▶ Required action:
Retype every line from the start of the entries below down to the line with "0 #a296ab) drop-shadow(-1px", both ends included; skip the pictures.

▶ Records supplied:
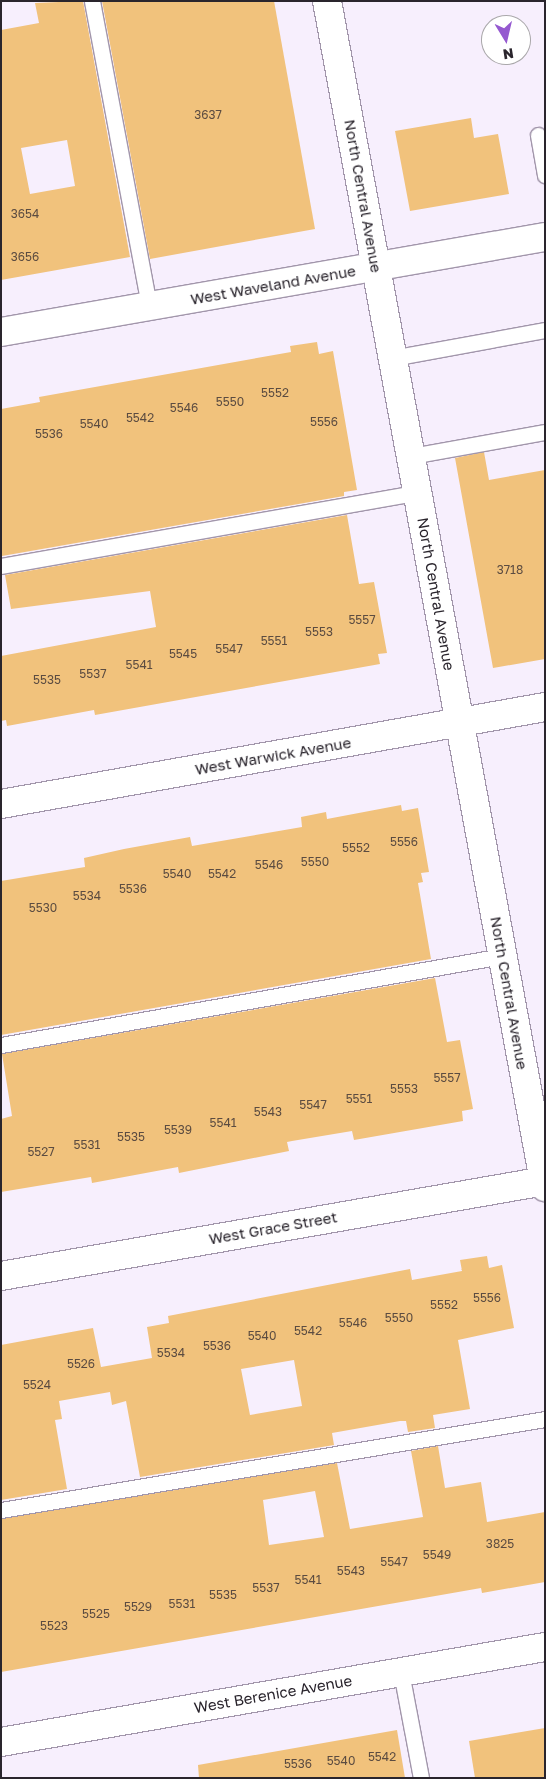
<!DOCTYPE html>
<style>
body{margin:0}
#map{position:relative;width:546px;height:1779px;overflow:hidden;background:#f7effd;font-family:"Golos Text",sans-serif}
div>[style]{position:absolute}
.building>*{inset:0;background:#f1c27c}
.roads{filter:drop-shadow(1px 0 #a296ab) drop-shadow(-1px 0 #a296ab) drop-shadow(0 1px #a296ab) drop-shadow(0 -1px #a296ab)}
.service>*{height:15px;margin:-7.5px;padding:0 7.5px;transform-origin:7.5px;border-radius:7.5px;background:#fff}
.minor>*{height:28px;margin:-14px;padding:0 14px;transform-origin:14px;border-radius:14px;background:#fff}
.secondary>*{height:28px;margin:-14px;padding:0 14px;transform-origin:14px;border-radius:14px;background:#fff}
span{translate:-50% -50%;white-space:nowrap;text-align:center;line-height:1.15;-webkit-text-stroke:4px #fff;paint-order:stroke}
.number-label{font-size:12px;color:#5c4c41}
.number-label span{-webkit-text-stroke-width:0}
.street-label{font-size:15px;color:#2a252d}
.frame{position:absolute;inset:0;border:2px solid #2a252d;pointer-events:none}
.north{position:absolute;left:481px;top:15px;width:50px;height:50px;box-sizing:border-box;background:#fff;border:1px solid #aaa8ab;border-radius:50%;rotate:171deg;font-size:14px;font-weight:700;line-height:20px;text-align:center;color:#2a252d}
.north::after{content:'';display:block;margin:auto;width:18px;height:22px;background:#9559d0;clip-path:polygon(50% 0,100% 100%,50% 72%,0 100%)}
</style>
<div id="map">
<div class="building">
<div style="clip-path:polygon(evenodd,83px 1px,130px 257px,1px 280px,1px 30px,39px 23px,35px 3px,83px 1px,67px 140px,75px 186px,30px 194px,21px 148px,67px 140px)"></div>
<div style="clip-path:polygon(102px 1px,274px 1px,315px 229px,150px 259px)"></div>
<div style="clip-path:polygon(471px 118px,474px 138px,498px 134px,509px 194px,410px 211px,395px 131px)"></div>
<div style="clip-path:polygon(317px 342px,319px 354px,333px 351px,357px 490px,344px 492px,344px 496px,2px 556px,1px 409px,40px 402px,39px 397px,291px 352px,290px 346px)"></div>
<div style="clip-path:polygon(484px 452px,489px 480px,545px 470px,545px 659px,493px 668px,455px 458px)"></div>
<div style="clip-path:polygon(347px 515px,359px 584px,374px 582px,387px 653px,378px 654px,380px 664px,95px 715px,94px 710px,7px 726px,6px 720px,1px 721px,1px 656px,156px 627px,150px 591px,11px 609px,5px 575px)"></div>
<div style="clip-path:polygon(401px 805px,402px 811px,418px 808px,429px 872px,421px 873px,423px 882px,418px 883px,431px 959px,1px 1035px,1px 881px,85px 867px,84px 858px,124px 849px,190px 837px,192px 846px,302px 827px,301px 817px,326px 812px,327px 819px)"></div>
<div style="clip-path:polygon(435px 978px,447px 1042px,460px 1040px,473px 1109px,462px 1111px,463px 1121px,354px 1140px,352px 1131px,292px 1141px,287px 1142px,289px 1151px,179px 1173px,178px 1167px,92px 1183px,91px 1177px,1px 1192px,1px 1119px,12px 1116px,2px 1054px)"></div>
<div style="clip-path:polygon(evenodd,487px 1256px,489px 1268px,502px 1265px,514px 1328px,458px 1340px,470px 1409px,433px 1415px,435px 1428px,408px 1432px,406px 1421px,400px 1421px,332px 1433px,334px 1445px,140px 1477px,126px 1401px,112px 1405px,110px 1392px,59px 1401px,62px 1419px,55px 1420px,67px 1489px,1px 1500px,1px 1345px,93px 1328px,101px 1367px,152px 1358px,147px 1327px,169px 1323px,168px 1316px,410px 1269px,412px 1280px,462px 1271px,460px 1260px,487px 1256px,294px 1360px,302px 1406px,250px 1415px,241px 1369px,294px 1360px)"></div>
<div style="clip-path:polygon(evenodd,438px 1446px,445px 1488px,481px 1482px,487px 1522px,545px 1512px,545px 1582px,482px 1593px,481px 1588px,1px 1672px,1px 1519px,337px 1463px,350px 1529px,423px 1517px,411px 1451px,438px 1446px,315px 1491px,324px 1537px,269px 1545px,263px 1500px,315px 1491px)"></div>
<div style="clip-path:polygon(545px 1728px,545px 1778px,475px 1778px,469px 1741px)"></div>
<div style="clip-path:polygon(397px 1730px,405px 1778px,199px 1778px,198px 1765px)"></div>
</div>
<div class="roads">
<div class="service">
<div style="left:92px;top:1px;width:310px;rotate:79.4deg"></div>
<div style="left:538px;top:135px;width:41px;rotate:80.1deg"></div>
<div style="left:392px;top:358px;width:156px;rotate:-10.4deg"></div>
<div style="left:411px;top:456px;width:136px;rotate:-10.2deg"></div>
<div style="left:1px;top:566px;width:422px;rotate:-10deg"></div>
<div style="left:1px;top:1045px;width:509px;rotate:-10.07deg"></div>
<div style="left:1px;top:1510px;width:552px;rotate:-9.5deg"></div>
<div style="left:401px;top:1672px;width:108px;rotate:79.3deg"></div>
</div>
<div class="minor">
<div style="left:1px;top:332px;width:552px;rotate:-9.91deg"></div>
<div style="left:1px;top:804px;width:553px;rotate:-10.11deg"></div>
<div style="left:1px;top:1276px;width:552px;rotate:-9.91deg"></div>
<div style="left:1px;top:1742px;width:552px;rotate:-9.91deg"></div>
</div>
<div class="secondary">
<div style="left:327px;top:1px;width:1206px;rotate:79.58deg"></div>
</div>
</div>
<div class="number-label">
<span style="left:208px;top:115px">3637</span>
<span style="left:25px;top:214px">3654</span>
<span style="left:25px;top:257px">3656</span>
<span style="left:275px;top:393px">5552</span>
<span style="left:230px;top:402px">5550</span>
<span style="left:184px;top:408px">5546</span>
<span style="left:140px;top:418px">5542</span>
<span style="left:324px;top:422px">5556</span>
<span style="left:94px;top:424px">5540</span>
<span style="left:49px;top:434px">5536</span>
<span style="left:510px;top:570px">3718</span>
<span style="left:362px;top:620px">5557</span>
<span style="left:319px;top:632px">5553</span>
<span style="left:274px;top:641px">5551</span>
<span style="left:229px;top:649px">5547</span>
<span style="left:183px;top:654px">5545</span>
<span style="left:139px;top:665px">5541</span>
<span style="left:93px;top:674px">5537</span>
<span style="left:47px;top:680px">5535</span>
<span style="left:404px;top:842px">5556</span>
<span style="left:356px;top:848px">5552</span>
<span style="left:315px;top:862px">5550</span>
<span style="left:269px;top:865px">5546</span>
<span style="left:177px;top:874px">5540</span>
<span style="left:222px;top:874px">5542</span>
<span style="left:133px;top:889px">5536</span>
<span style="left:87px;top:896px">5534</span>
<span style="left:43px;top:908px">5530</span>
<span style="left:447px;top:1078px">5557</span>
<span style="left:404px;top:1089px">5553</span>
<span style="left:359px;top:1099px">5551</span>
<span style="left:313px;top:1105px">5547</span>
<span style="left:268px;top:1112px">5543</span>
<span style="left:223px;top:1123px">5541</span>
<span style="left:178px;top:1130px">5539</span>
<span style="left:131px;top:1137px">5535</span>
<span style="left:87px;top:1145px">5531</span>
<span style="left:41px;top:1152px">5527</span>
<span style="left:487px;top:1298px">5556</span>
<span style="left:444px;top:1305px">5552</span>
<span style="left:399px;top:1318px">5550</span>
<span style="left:353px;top:1323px">5546</span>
<span style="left:308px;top:1331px">5542</span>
<span style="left:262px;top:1336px">5540</span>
<span style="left:217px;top:1346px">5536</span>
<span style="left:171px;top:1353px">5534</span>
<span style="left:81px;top:1364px">5526</span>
<span style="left:37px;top:1385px">5524</span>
<span style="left:500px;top:1544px">3825</span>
<span style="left:437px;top:1555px">5549</span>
<span style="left:394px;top:1562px">5547</span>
<span style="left:351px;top:1571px">5543</span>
<span style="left:308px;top:1580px">5541</span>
<span style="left:266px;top:1588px">5537</span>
<span style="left:223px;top:1595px">5535</span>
<span style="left:182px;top:1604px">5531</span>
<span style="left:138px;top:1607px">5529</span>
<span style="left:96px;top:1614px">5525</span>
<span style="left:54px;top:1626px">5523</span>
<span style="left:382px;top:1757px">5542</span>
<span style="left:341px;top:1761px">5540</span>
<span style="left:298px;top:1764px">5536</span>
</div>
<div class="street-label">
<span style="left:363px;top:196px;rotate:80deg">North Central Avenue</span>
<span style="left:273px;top:285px;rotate:-10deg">West Waveland Avenue</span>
<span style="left:436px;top:594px;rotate:80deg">North Central Avenue</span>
<span style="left:273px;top:756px;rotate:-10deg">West Warwick Avenue</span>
<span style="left:509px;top:993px;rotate:80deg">North Central Avenue</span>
<span style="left:273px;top:1228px;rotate:-10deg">West Grace Street</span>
<span style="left:273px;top:1694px;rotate:-10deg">West Berenice Avenue</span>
</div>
<div class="frame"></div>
<div class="north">N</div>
</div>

▶ Task answer:
<!DOCTYPE html>
<style>
body{margin:0}
#map{position:relative;width:546px;height:1779px;overflow:hidden;background:#f7effd;font-family:"Golos Text",sans-serif}
div>[style]{position:absolute}
.building>*{inset:0;background:#f1c27c}
.roads{filter:drop-shadow(1px 0 #a296ab) drop-shadow(-1px 0 #a296ab) drop-shadow(0 1px #a296ab) drop-shadow(0 -1px #a296ab)}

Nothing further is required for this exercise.